**The data:**
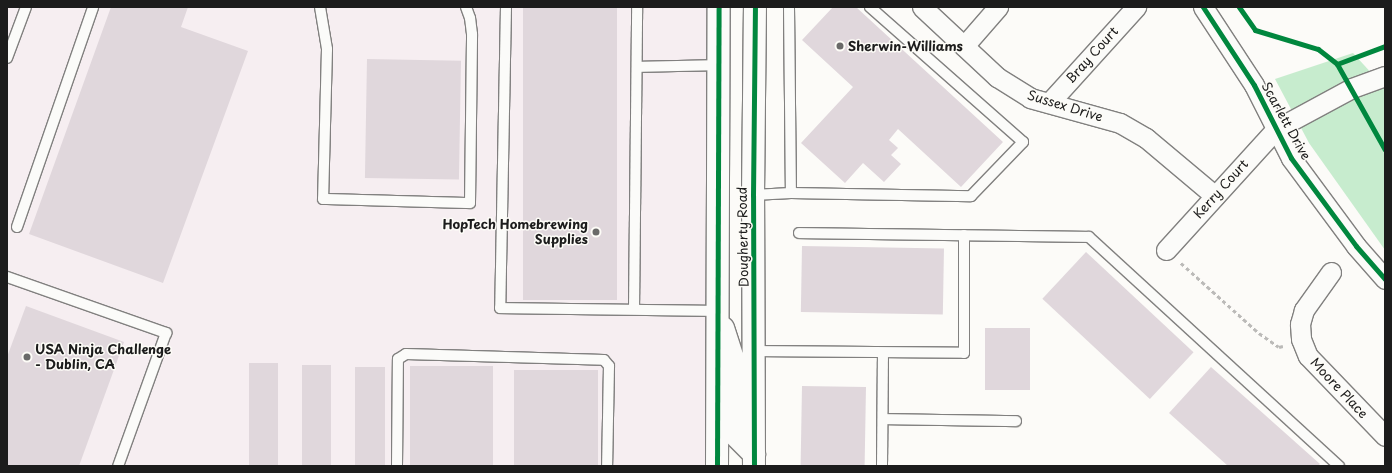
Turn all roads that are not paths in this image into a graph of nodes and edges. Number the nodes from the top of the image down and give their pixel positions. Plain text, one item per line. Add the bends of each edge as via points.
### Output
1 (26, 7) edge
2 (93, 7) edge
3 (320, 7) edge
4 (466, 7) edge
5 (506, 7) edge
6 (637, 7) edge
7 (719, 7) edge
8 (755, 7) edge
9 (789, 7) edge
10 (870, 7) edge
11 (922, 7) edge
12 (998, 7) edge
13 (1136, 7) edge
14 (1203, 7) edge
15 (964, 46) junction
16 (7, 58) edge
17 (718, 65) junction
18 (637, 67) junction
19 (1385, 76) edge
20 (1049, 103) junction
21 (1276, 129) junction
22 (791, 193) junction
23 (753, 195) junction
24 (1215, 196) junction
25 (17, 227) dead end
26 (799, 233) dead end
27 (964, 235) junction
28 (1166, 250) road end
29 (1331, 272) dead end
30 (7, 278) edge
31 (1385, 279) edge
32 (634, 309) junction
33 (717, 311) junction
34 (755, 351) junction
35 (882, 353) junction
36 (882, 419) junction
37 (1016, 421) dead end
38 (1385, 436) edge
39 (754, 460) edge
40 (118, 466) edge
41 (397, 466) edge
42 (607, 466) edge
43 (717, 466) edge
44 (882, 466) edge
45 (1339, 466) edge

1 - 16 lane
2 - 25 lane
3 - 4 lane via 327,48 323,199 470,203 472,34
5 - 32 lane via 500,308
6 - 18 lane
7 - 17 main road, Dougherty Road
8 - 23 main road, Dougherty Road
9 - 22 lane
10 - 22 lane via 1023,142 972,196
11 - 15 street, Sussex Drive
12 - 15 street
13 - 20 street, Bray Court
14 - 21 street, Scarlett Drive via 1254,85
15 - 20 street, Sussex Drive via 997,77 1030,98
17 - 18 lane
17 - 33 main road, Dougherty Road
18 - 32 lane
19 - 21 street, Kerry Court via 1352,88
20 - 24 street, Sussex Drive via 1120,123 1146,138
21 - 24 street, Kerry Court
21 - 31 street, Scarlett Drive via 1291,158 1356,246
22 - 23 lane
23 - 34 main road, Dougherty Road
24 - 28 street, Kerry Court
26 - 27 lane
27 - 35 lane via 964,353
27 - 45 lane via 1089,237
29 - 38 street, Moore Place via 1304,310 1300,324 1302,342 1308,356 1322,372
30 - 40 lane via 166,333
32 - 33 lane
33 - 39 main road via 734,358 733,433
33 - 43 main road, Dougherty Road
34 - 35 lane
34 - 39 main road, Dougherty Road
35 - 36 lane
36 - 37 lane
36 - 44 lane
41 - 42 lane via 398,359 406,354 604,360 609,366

---

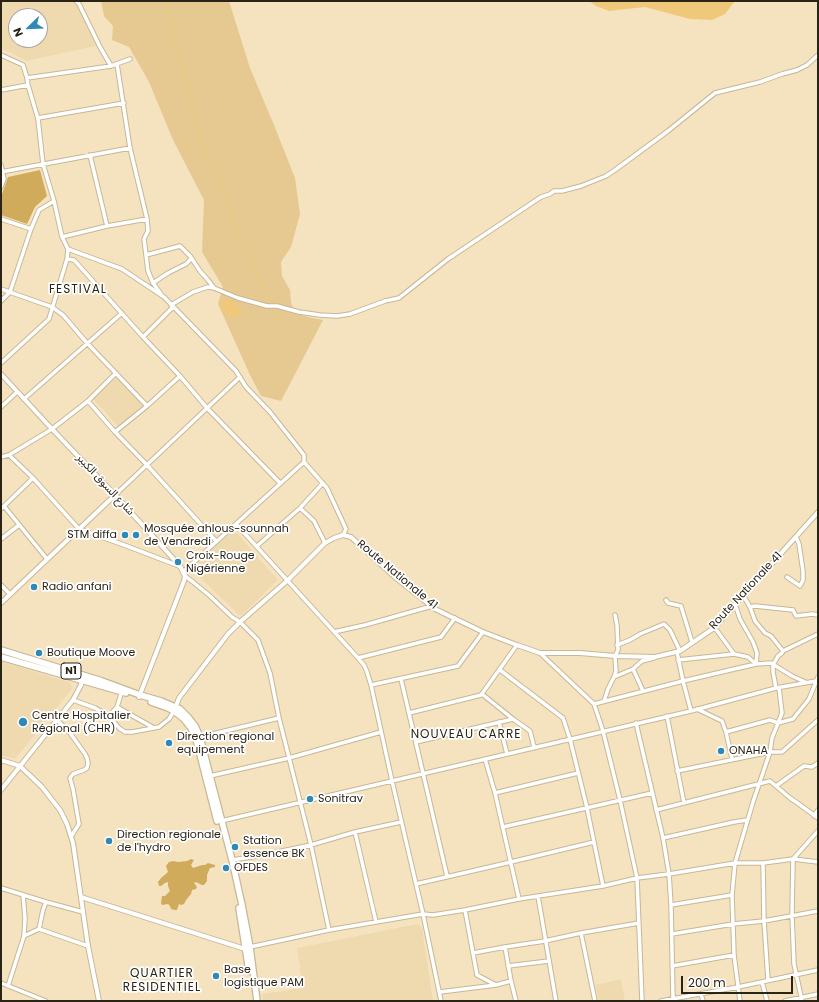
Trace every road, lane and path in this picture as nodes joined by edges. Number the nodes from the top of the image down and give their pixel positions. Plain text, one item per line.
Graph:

**Work item:**
What lines above hold the word "their"? List them all.

**Response for this exercise:**
Turn all roads that are not paths in this image into a graph of nodes and edges. Number the nodes from the top of the image down and give their pixel positions. Plain text, one item per line. Add the bends of each edge as via points.
Trace every road, lane and path in this picture as nodes joined by edges. Number the nodes from the top of the image down and give their pixel positions. Plain text, one item per line.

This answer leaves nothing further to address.